ドライバー不足・経費高騰が理由
北海道内で最大のバス事業者である「北海道中央バス」が、2024年9月末を以って、都市間バスの「高速ゆうばり号」を廃止する意向であることが、北海道南幌町の広報誌である「広報なんぽろ5月号」によって明らかになった。
同紙によると廃止理由は、
慢性的なドライバー不足に加え運行経費の高騰などから路線維持が困難になった
とのコト。
「高速ゆうばり号」は、札幌駅前発で札幌ターミナル・サッポロファクトリー前・栗山駅などを経由して、夕鉄本社ターミナル・レースイリゾートまでを結ぶ路線で、現在、1日3往復の運転。
既に2023年9月末を以って、夕鉄バスが運行していた新札幌駅と夕張を結ぶ路線が全廃されており、唯一の札幌地区と夕張地区を直接結ぶバス路線。
夕張市は、財政破綻後、当時の鈴木市長(現・北海道知事)が攻めの廃線として夕張市内を南北に走っていたJR石勝線の夕張支線の廃線を自ら提案し、バス路線を整備。
JR時代と比べると、市内を南北に走るバス路線は、増便され、バス停も増え、利便性を高めるコトに成功し、現在も1日10往復程度が維持されているが、札幌~夕張間はバス路線でも維持ができそうになくなった。
そもそも利用が少なすぎた
仮に「高速ゆうばり号」が廃止になると、札幌~夕張間は、JRで新夕張駅まで向かい、そこから路線バスで約50分程度掛けて向かうと言うのが、一般的になりそうだが(もしくは栗山町に向かい、そこからバス・鉄道利用)、現在、大人片道で2,070円の運賃が、かなり高騰するコトになるのは間違いがなさそう。

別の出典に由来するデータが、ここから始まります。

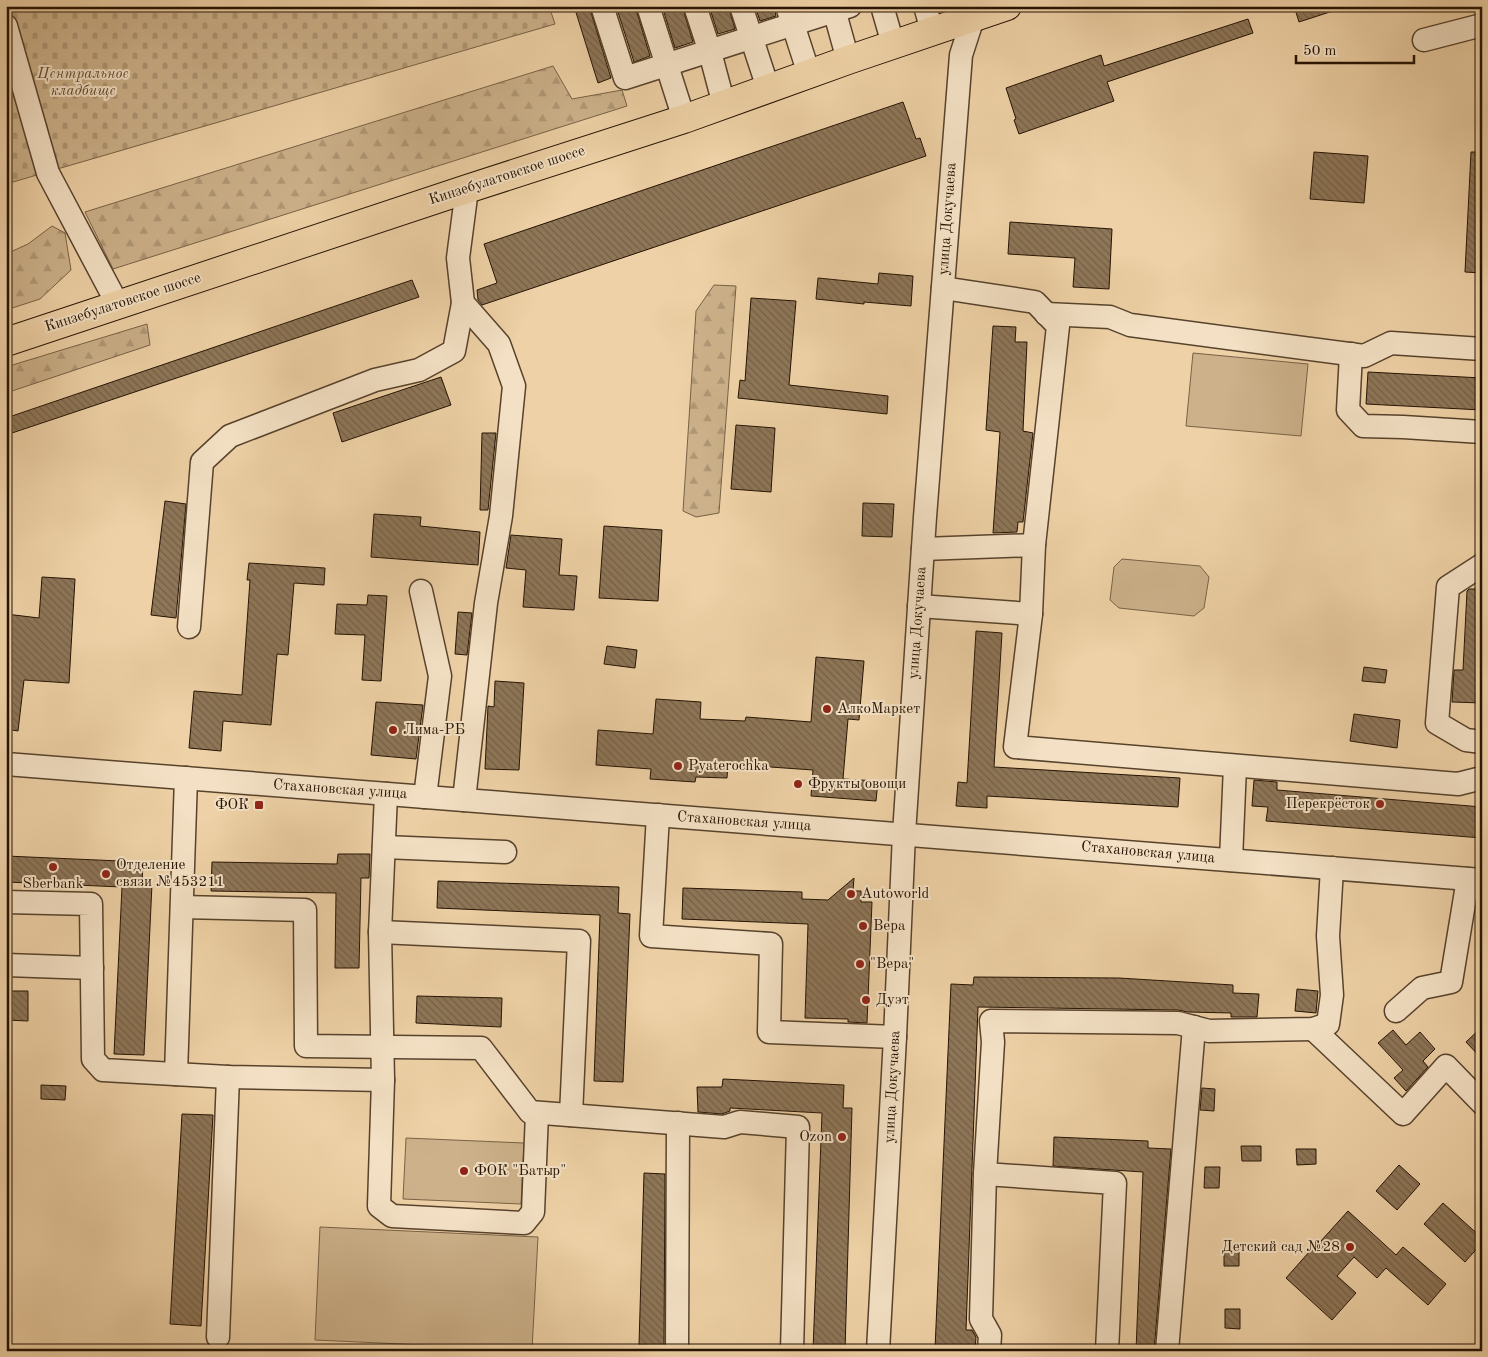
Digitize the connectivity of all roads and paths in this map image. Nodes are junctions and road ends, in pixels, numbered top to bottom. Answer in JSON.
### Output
{"nodes":[{"id":1,"x":602,"y":6,"type":"edge"},
{"id":2,"x":648,"y":6,"type":"edge"},
{"id":3,"x":695,"y":6,"type":"edge"},
{"id":4,"x":741,"y":6,"type":"edge"},
{"id":5,"x":882,"y":6,"type":"edge"},
{"id":6,"x":1007,"y":6,"type":"edge"},
{"id":7,"x":839,"y":8,"type":"edge"},
{"id":8,"x":972,"y":12,"type":"edge"},
{"id":9,"x":790,"y":16,"type":"edge"},
{"id":10,"x":929,"y":19,"type":"edge"},
{"id":11,"x":6,"y":26,"type":"edge"},
{"id":12,"x":1482,"y":26,"type":"edge"},
{"id":13,"x":751,"y":38,"type":"junction"},
{"id":14,"x":1424,"y":40,"type":"dead end"},
{"id":15,"x":893,"y":44,"type":"junction"},
{"id":16,"x":710,"y":52,"type":"junction"},
{"id":17,"x":848,"y":60,"type":"junction"},
{"id":18,"x":667,"y":65,"type":"junction"},
{"id":19,"x":808,"y":74,"type":"junction"},
{"id":20,"x":768,"y":88,"type":"junction"},
{"id":21,"x":724,"y":105,"type":"junction"},
{"id":22,"x":684,"y":119,"type":"junction"},
{"id":23,"x":467,"y":189,"type":"junction"},
{"id":24,"x":943,"y":288,"type":"junction"},
{"id":25,"x":464,"y":303,"type":"junction"},
{"id":26,"x":118,"y":305,"type":"junction"},
{"id":27,"x":1046,"y":314,"type":"junction"},
{"id":28,"x":6,"y":342,"type":"edge"},
{"id":29,"x":1482,"y":349,"type":"edge"},
{"id":30,"x":1351,"y":354,"type":"junction"},
{"id":31,"x":1482,"y":432,"type":"edge"},
{"id":32,"x":1034,"y":546,"type":"junction"},
{"id":33,"x":923,"y":549,"type":"junction"},
{"id":34,"x":1482,"y":565,"type":"edge"},
{"id":35,"x":421,"y":591,"type":"dead end"},
{"id":36,"x":919,"y":606,"type":"junction"},
{"id":37,"x":1031,"y":614,"type":"junction"},
{"id":38,"x":189,"y":627,"type":"dead end"},
{"id":39,"x":1482,"y":742,"type":"edge"},
{"id":40,"x":6,"y":764,"type":"edge"},
{"id":41,"x":1235,"y":766,"type":"junction"},
{"id":42,"x":186,"y":778,"type":"junction"},
{"id":43,"x":1482,"y":778,"type":"edge"},
{"id":44,"x":386,"y":794,"type":"junction"},
{"id":45,"x":425,"y":797,"type":"junction"},
{"id":46,"x":464,"y":800,"type":"junction"},
{"id":47,"x":658,"y":815,"type":"junction"},
{"id":48,"x":904,"y":834,"type":"junction"},
{"id":49,"x":384,"y":847,"type":"junction"},
{"id":50,"x":504,"y":852,"type":"dead end"},
{"id":51,"x":1231,"y":860,"type":"junction"},
{"id":52,"x":1332,"y":868,"type":"junction"},
{"id":53,"x":1475,"y":879,"type":"edge"},
{"id":54,"x":6,"y":902,"type":"edge"},
{"id":55,"x":182,"y":907,"type":"junction"},
{"id":56,"x":380,"y":932,"type":"junction"},
{"id":57,"x":6,"y":965,"type":"edge"},
{"id":58,"x":92,"y":968,"type":"junction"},
{"id":59,"x":1396,"y":1011,"type":"dead end"},
{"id":60,"x":1194,"y":1027,"type":"junction"},
{"id":61,"x":1313,"y":1029,"type":"junction"},
{"id":62,"x":895,"y":1038,"type":"junction"},
{"id":63,"x":382,"y":1047,"type":"junction"},
{"id":64,"x":176,"y":1074,"type":"junction"},
{"id":65,"x":228,"y":1077,"type":"junction"},
{"id":66,"x":383,"y":1080,"type":"junction"},
{"id":67,"x":1482,"y":1103,"type":"edge"},
{"id":68,"x":537,"y":1113,"type":"junction"},
{"id":69,"x":571,"y":1115,"type":"junction"},
{"id":70,"x":678,"y":1123,"type":"junction"},
{"id":71,"x":985,"y":1174,"type":"junction"},
{"id":72,"x":218,"y":1337,"type":"dead end"},
{"id":73,"x":677,"y":1351,"type":"edge"},
{"id":74,"x":792,"y":1351,"type":"edge"},
{"id":75,"x":878,"y":1351,"type":"edge"},
{"id":76,"x":989,"y":1351,"type":"edge"},
{"id":77,"x":1107,"y":1351,"type":"edge"},
{"id":78,"x":1167,"y":1351,"type":"edge"}],
"edges":[{"from":1,"to":18,"type":"street"},
{"from":2,"to":18,"type":"street"},
{"from":3,"to":16,"type":"street"},
{"from":4,"to":13,"type":"street"},
{"from":5,"to":15,"type":"street"},
{"from":6,"to":8,"type":"main road","name":"Кинзебулатовское шоссе"},
{"from":7,"to":9,"type":"street"},
{"from":7,"to":17,"type":"street"},
{"from":8,"to":10,"type":"main road","name":"Кинзебулатовское шоссе"},
{"from":8,"to":24,"type":"street","name":"улица Докучаева"},
{"from":9,"to":13,"type":"street"},
{"from":9,"to":19,"type":"street"},
{"from":10,"to":15,"type":"main road","name":"Кинзебулатовское шоссе"},
{"from":11,"to":26,"type":"street"},
{"from":12,"to":14,"type":"street"},
{"from":13,"to":16,"type":"street"},
{"from":13,"to":20,"type":"street"},
{"from":15,"to":17,"type":"main road","name":"Кинзебулатовское шоссе"},
{"from":16,"to":18,"type":"street"},
{"from":16,"to":21,"type":"street"},
{"from":17,"to":19,"type":"main road","name":"Кинзебулатовское шоссе"},
{"from":18,"to":22,"type":"street"},
{"from":19,"to":20,"type":"main road","name":"Кинзебулатовское шоссе"},
{"from":20,"to":21,"type":"main road","name":"Кинзебулатовское шоссе"},
{"from":21,"to":22,"type":"main road","name":"Кинзебулатовское шоссе"},
{"from":22,"to":23,"type":"main road","name":"Кинзебулатовское шоссе"},
{"from":23,"to":25,"type":"street"},
{"from":23,"to":26,"type":"main road","name":"Кинзебулатовское шоссе"},
{"from":24,"to":27,"type":"street"},
{"from":24,"to":33,"type":"street","name":"улица Докучаева"},
{"from":25,"to":38,"type":"street"},
{"from":25,"to":46,"type":"street"},
{"from":26,"to":28,"type":"main road","name":"Кинзебулатовское шоссе"},
{"from":27,"to":30,"type":"street"},
{"from":27,"to":32,"type":"street"},
{"from":29,"to":30,"type":"street"},
{"from":30,"to":31,"type":"street"},
{"from":32,"to":33,"type":"street"},
{"from":32,"to":37,"type":"street"},
{"from":33,"to":36,"type":"street","name":"улица Докучаева"},
{"from":34,"to":39,"type":"street"},
{"from":35,"to":45,"type":"street"},
{"from":36,"to":37,"type":"street"},
{"from":36,"to":48,"type":"street","name":"улица Докучаева"},
{"from":37,"to":41,"type":"street"},
{"from":40,"to":42,"type":"street","name":"Стахановская улица"},
{"from":41,"to":43,"type":"street"},
{"from":41,"to":51,"type":"street"},
{"from":42,"to":44,"type":"street","name":"Стахановская улица"},
{"from":42,"to":55,"type":"street"},
{"from":44,"to":45,"type":"street","name":"Стахановская улица"},
{"from":44,"to":49,"type":"street"},
{"from":45,"to":46,"type":"street","name":"Стахановская улица"},
{"from":46,"to":47,"type":"street","name":"Стахановская улица"},
{"from":47,"to":48,"type":"street","name":"Стахановская улица"},
{"from":47,"to":62,"type":"street"},
{"from":48,"to":51,"type":"street","name":"Стахановская улица"},
{"from":48,"to":62,"type":"street","name":"улица Докучаева"},
{"from":49,"to":50,"type":"street"},
{"from":49,"to":56,"type":"street"},
{"from":51,"to":52,"type":"street","name":"Стахановская улица"},
{"from":52,"to":53,"type":"street","name":"Стахановская улица"},
{"from":52,"to":61,"type":"street"},
{"from":53,"to":59,"type":"street"},
{"from":54,"to":58,"type":"street"},
{"from":55,"to":63,"type":"street"},
{"from":55,"to":64,"type":"street"},
{"from":56,"to":63,"type":"street"},
{"from":56,"to":69,"type":"street"},
{"from":57,"to":58,"type":"street"},
{"from":58,"to":64,"type":"street"},
{"from":60,"to":61,"type":"street"},
{"from":60,"to":71,"type":"street"},
{"from":60,"to":78,"type":"street"},
{"from":61,"to":67,"type":"street"},
{"from":62,"to":75,"type":"street","name":"улица Докучаева"},
{"from":63,"to":66,"type":"street"},
{"from":63,"to":68,"type":"street"},
{"from":64,"to":65,"type":"street"},
{"from":65,"to":66,"type":"street"},
{"from":65,"to":72,"type":"street"},
{"from":66,"to":68,"type":"street"},
{"from":68,"to":69,"type":"street"},
{"from":69,"to":70,"type":"street"},
{"from":70,"to":73,"type":"street"},
{"from":70,"to":74,"type":"street"},
{"from":71,"to":76,"type":"street"},
{"from":71,"to":77,"type":"street"}]}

「高速ゆうばり号」は、栗山~夕張間では、車両に乗客が10人以下しかいない状態が続いていたと言い、その需要が増える見込みもないと言うのも大きいのだろう。
需要がないのだから、廃線は仕方がない部分がある。
と言うか、そもそもかつては炭鉱で有名になった夕張市も“市”ではあるが、既に人口は10,000人すら大きく下回っている状態であり、さすがに1日3往復の都市間バスはオーバースペックであったのだろう。
観光誘客に懸念が出そうだが、現状ですら対して観光客の利用もないのだろうから、そこに期待して、路線を維持すると言うのは、難しい話でもある。
別に石勝線夕張支線の廃線とは無関係(そもそもルートが全然、異なるし、鉄道の廃線で補強されたのは市内の南北間の路線バス)ではあるが、やはりこの先、街を再び活性化させていく術が見つかないのが現状と言えそう。
圧倒的に人口が少なすぎる
もうここまで来てしまうと、何をしてもどうしようもなくなってしまっている感じがある。
圧倒的に人口が少なすぎる。
寧ろ、つい最近までよく鉄路が維持されていたな…と思えるぐらい。
ただ札幌との直接的な交通手段を失うだけ。
それだけ。
確かにこのエリアの方々は、自家用車を持っているだろうし、そこまで影響はないのかも知れないけれど、人口が減りすぎて自力で活性化ができない状態ならば、外から人を呼んでくるしかない中で、やはり大都市との繋がりがなくなるのは、致命的。
交通網を再整備し、コンパクトな街づくりをしてきたが、やはりそれでも限界だったと言う話だし。
助成金を盛って、路線を維持するのか。
それは現実的じゃない。
生活路線でもないし。
ただジリ貧になっているし、そもそも北海道が交通網の維持に消極的なのは、やっぱり気になるところだなぁ…とは。